▶ _Aim of the exercise_: Search the records for "index". Copy every line where it appears.

Bounding boxes with keypoints:
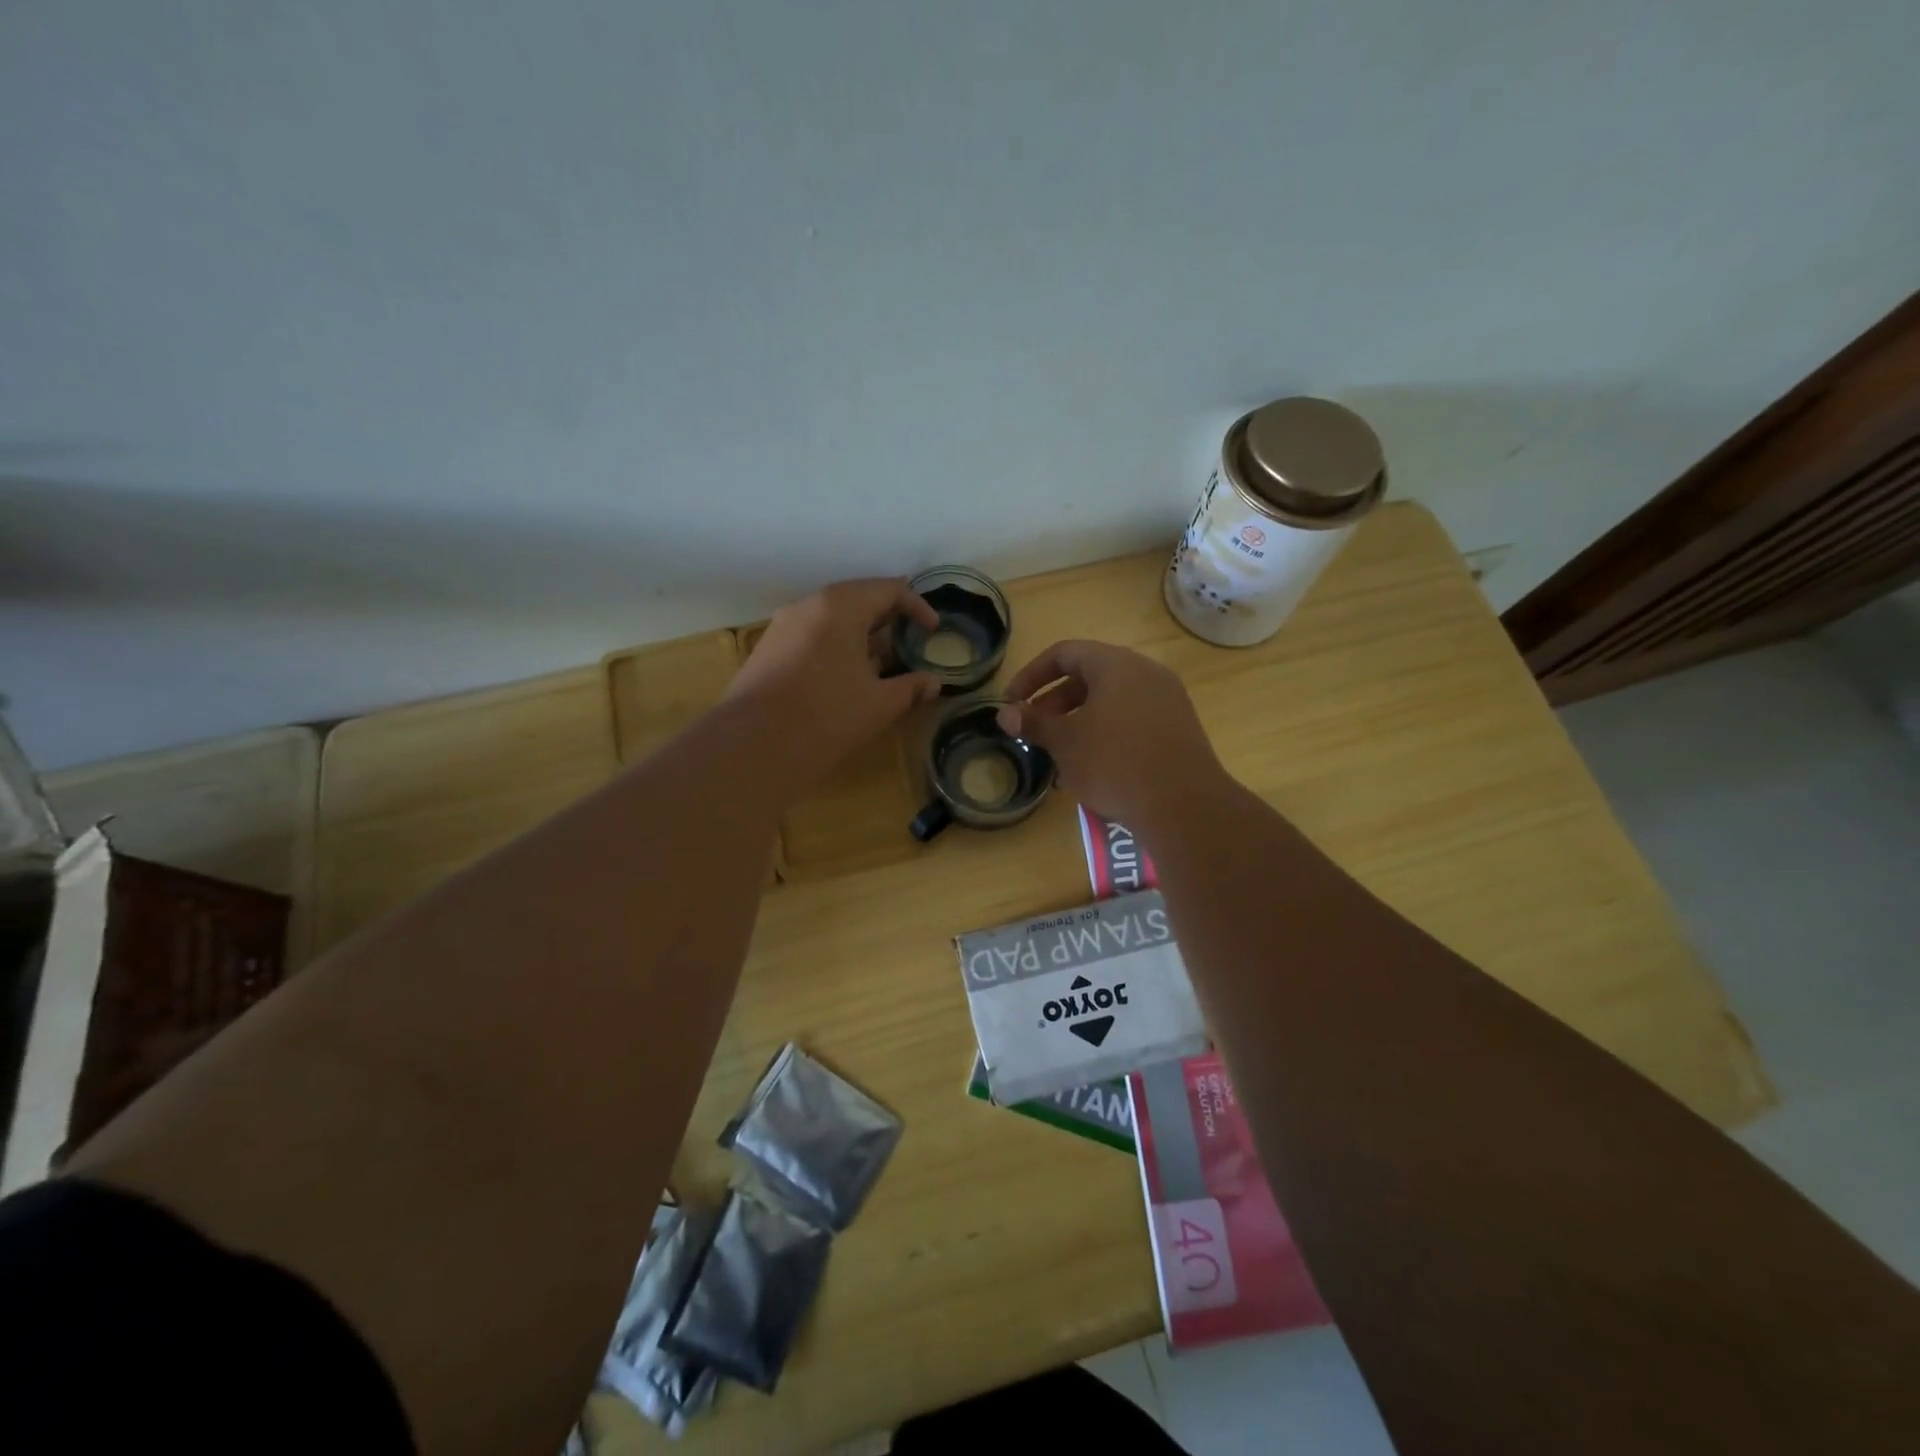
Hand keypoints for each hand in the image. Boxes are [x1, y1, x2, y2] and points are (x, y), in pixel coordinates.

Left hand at [727, 578, 941, 783]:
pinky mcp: (768, 650)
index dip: (917, 607)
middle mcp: (808, 606)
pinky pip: (812, 636)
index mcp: (840, 606)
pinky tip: (846, 677)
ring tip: (882, 663)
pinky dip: (837, 647)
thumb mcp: (879, 704)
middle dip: (888, 619)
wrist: (753, 746)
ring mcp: (783, 626)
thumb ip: (911, 687)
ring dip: (861, 635)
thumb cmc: (826, 716)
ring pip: (832, 619)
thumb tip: (933, 682)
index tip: (933, 631)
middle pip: (858, 599)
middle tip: (910, 641)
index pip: (888, 589)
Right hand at [995, 640, 1226, 831]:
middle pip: (1089, 676)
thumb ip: (1034, 722)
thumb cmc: (1115, 763)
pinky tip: (1094, 769)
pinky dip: (1107, 734)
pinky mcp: (1179, 729)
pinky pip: (1133, 721)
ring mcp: (1167, 701)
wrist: (1184, 806)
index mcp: (1116, 664)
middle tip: (1035, 731)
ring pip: (1111, 702)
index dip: (1031, 675)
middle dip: (1055, 703)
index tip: (1012, 704)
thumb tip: (1004, 714)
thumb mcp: (1065, 742)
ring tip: (1060, 755)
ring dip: (1079, 722)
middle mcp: (1146, 673)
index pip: (1064, 653)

▶ _Result of the task_:
index dip: (917, 607)
index mcp: (840, 606)
index tip: (933, 631)
index pip: (888, 589)
index mcp: (1116, 664)
index dip: (1031, 675)
index tip: (1012, 704)
index pip: (1064, 653)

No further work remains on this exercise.